_EXERCISE GOAL_
Every line from the one with "Road topology of the map image, covering" through the final line of the entries below should be returned exactly; leave out all other lines.

(Stored data)
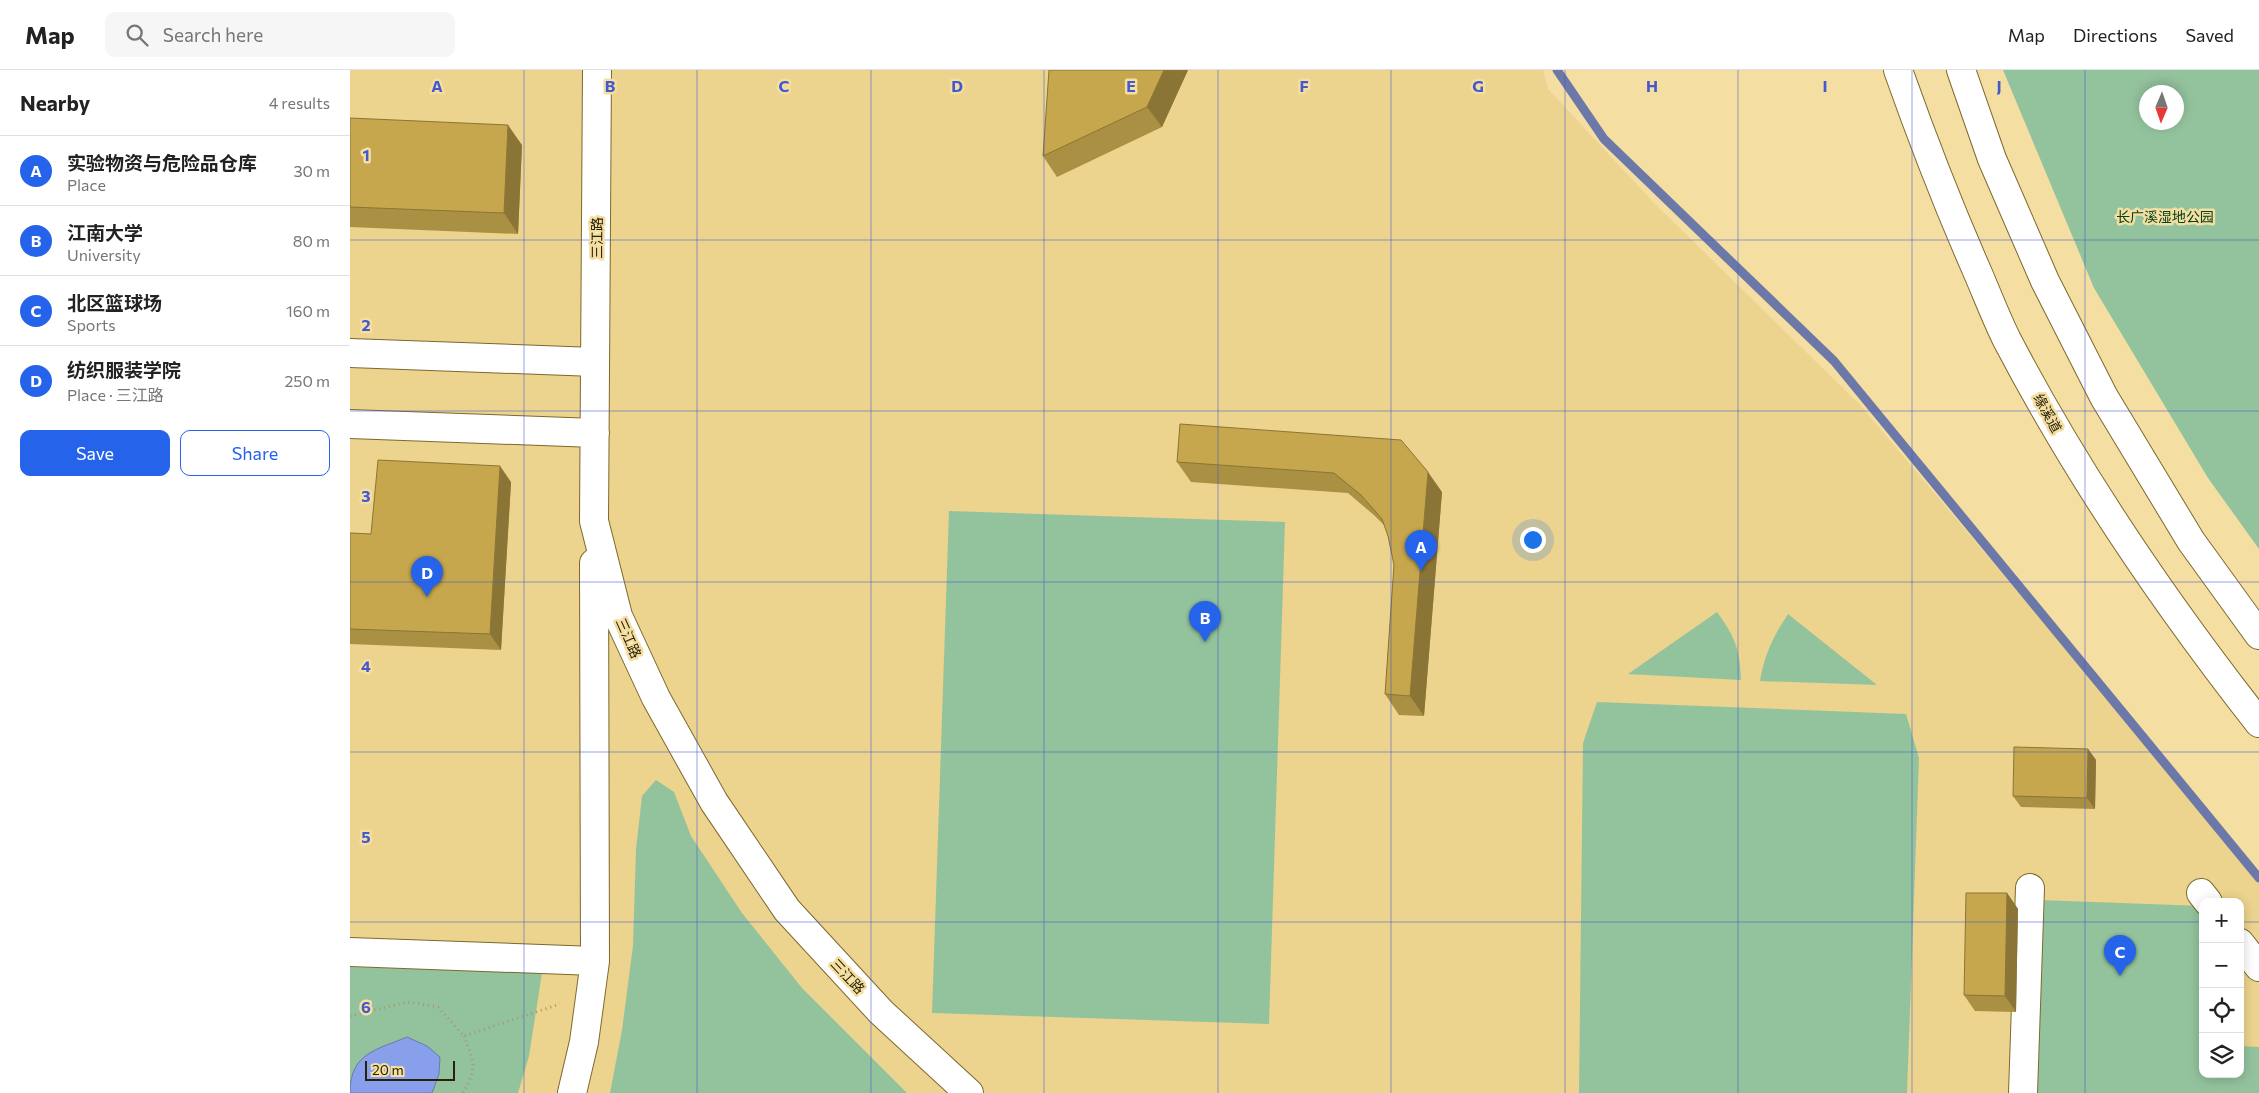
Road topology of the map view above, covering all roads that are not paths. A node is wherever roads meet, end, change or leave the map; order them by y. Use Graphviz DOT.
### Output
graph roads {
  1 [pos="597,70"];
  2 [pos="1898,70"];
  3 [pos="1961,70"];
  4 [pos="350,353"];
  5 [pos="595,362"];
  6 [pos="350,424"];
  7 [pos="595,433"];
  8 [pos="594,521"];
  9 [pos="2259,635"];
  10 [pos="2259,723"];
  11 [pos="2030,888"];
  12 [pos="2244,948"];
  13 [pos="350,952"];
  14 [pos="594,961"];
  15 [pos="2259,967"];
  16 [pos="572,1093"];
  17 [pos="969,1093"];
  18 [pos="2023,1093"];
  1 -- 5 [label="street, 三江路"];
  2 -- 10 [label="street, 缘溪道"];
  3 -- 9 [label="street"];
  4 -- 5 [label="street"];
  5 -- 7 [label="street, 三江路"];
  6 -- 7 [label="street"];
  7 -- 8 [label="street, 三江路"];
  8 -- 14 [label="street"];
  8 -- 17 [label="street, 三江路"];
  11 -- 18 [label="street"];
  12 -- 15 [label="street"];
  13 -- 14 [label="street"];
  14 -- 16 [label="street"];
}
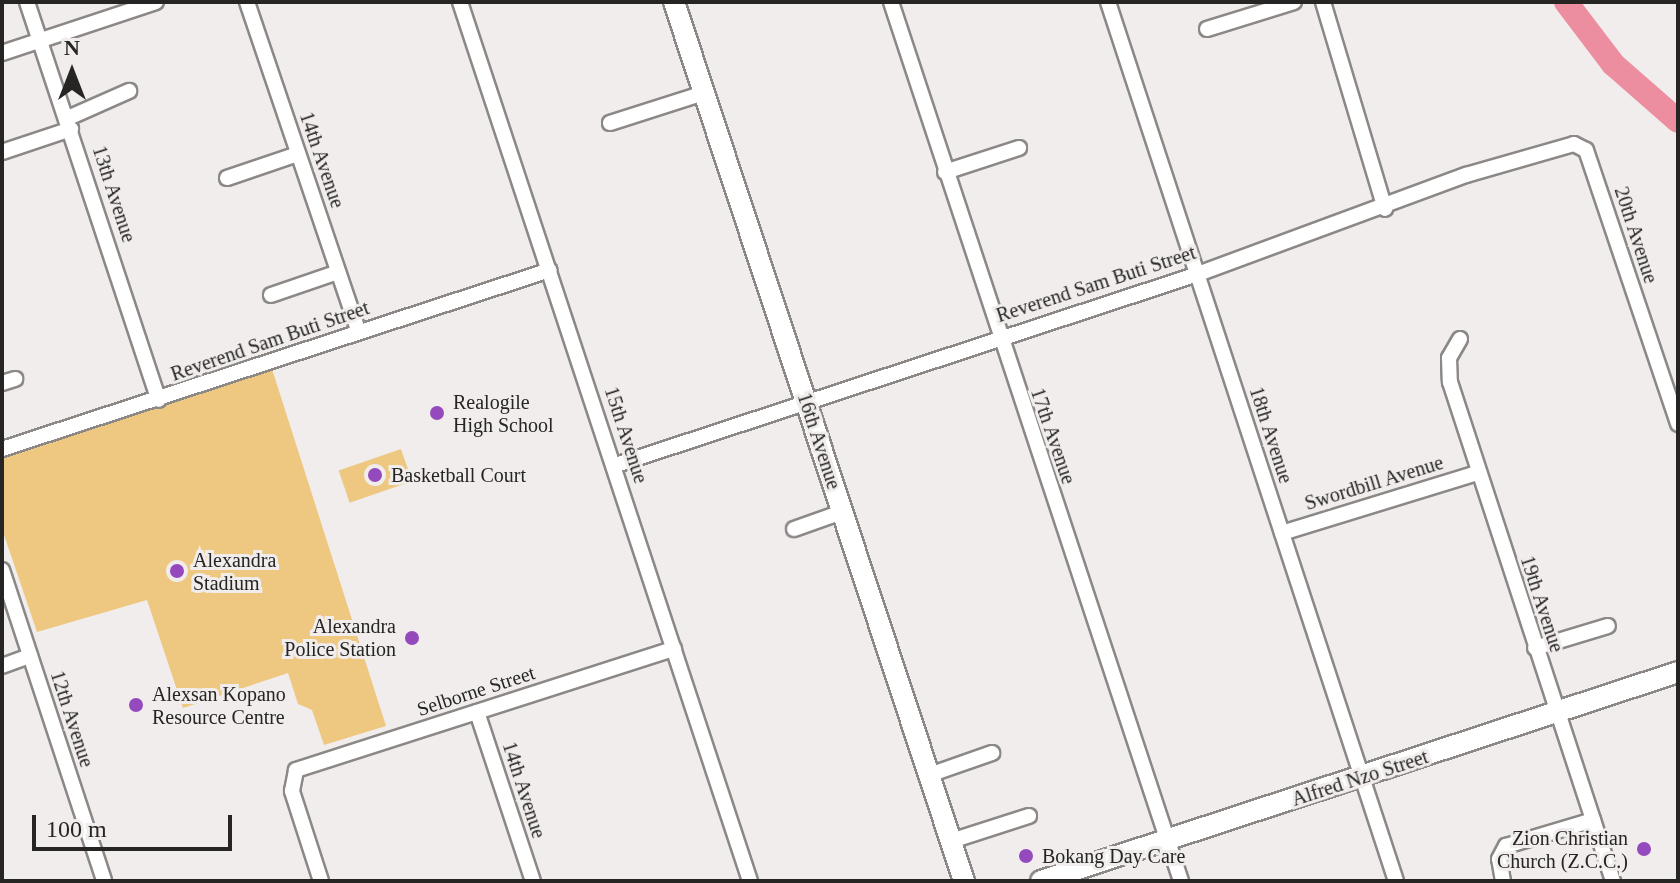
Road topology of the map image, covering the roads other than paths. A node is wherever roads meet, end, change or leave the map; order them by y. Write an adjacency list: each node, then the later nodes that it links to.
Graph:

_RESULT OF THIS TASK_
Road topology of the map image, covering the roads other than paths. A node is wherever roads meet, end, change or leave the map; order them by y. Write an adjacency list: each node, then the later nodes that it links to.
Graph:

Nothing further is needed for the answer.